Quelle est la reconnaissance de la certification PEFC sur les marchés asiatiques ?

Il y a environ 550 chaînes de contrôle PEFC sur le Japon, la Chine et la Malaisie, dont 160 chaînes de contrôle en Chine. PEFC accompagne le développement de ces marchés par des bureaux locaux, notamment en Chine et au Japon. En Malaisie, plus de 4,6 millions d’hectares de forêt sont certifiés PEFC. La certification PEFC est installée et soutenue par le gouvernement, ceci dans tous les secteurs de la transformation du bois.

Face aux dizaines de milliers d’usines non certifiées en Asie, PEFC a une place à prendre mais il est urgent d’engager des actions locales pour promouvoir, expliquer et accompagner les usines vers PEFC.

 

Quelle est la valeur ajoutée des sciages certifiés PEFC sur ces marchés ?

Même si la mise en place du RBUE (Règlement Bois de l’Union Européenne) a fait beaucoup de bruit en Asie, la filière bois asiatique ne fait pas forcément le rapprochement avec les systèmes de certification existants. Le système PEFC offre une partie de la solution mais n’est pas obligatoire vis-à-vis de l’importation de produits finis en Europe.

Afin d’assurer une plus-value aux utilisateurs, PEFC doit donc continuer à travailler sur la promotion de sa marque auprès des grands distributeurs et s’implanter localement en Asie. La promotion de la certification forestière n’est qu’une partie de la chaine qui doit trouver son aboutissement dans la commercialisation de produits issus de forêts gérées durablement.

 

Quel type de collaboration French Timber a-t-il engagé avec PEFC ?

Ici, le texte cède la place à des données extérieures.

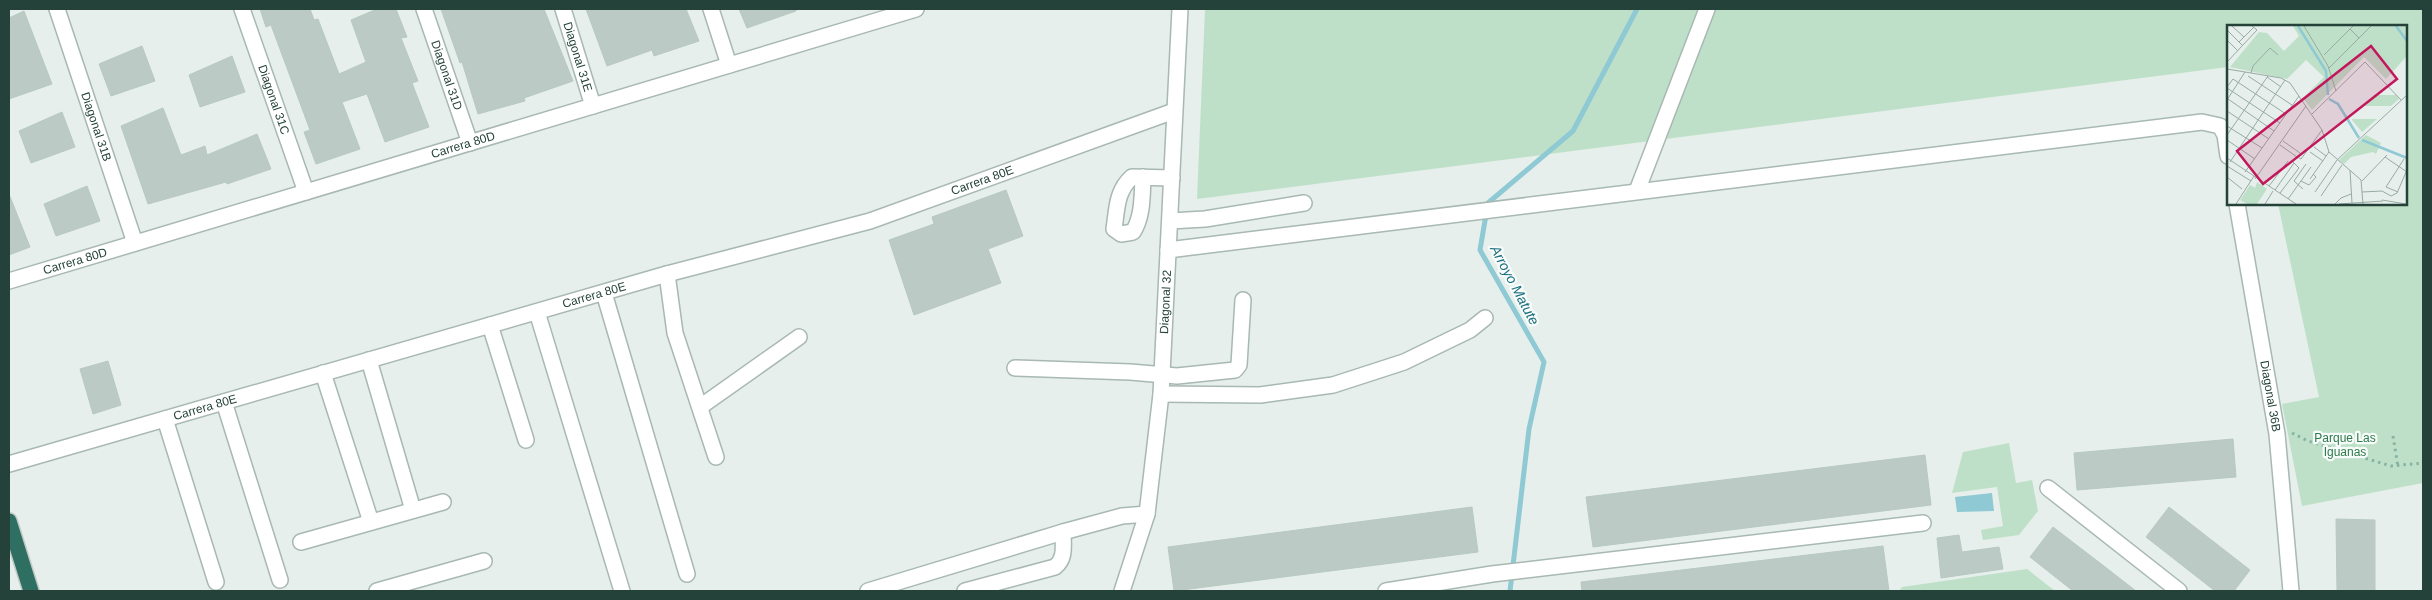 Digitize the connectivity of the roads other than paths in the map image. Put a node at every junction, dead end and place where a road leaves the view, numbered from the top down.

FrenchTimber et les entreprises adhérentes (scieurs et transformateurs) font la promotion du système PEFC car cela représente un atout pour notre filière. Nous avons invité par le passé PEFC International à nous accompagner sur des actions spécifiques dont un cycle de conférence en 2011 en Indonésie et une présence sur un salon en Chine. FrenchTimber et PEFC France travaillent de manière concertée pour permettre aux entreprises françaises qui le souhaitent de valoriser leur certification PEFC auprès de leurs clients asiatiques.

Nous insistons vraiment sur la mise en place de bureaux PEFC locaux qui seuls permettront de se rapprocher des transformateurs vietnamiens, indonésiens, chinois et ainsi assurer une meilleure promotion de la marque PEFC. Enfin, dans un futur proche, j’espère que FrenchTimber et PEFC France pourront mettre en place une représentation en Asie afin d’agir de manière complémentaire aux actions menées par PEFC International. Nous avons déjà discuté d’un projet commun en Indonésie ou Vietnam en fonction de l’évolution de PEFC dans ces pays.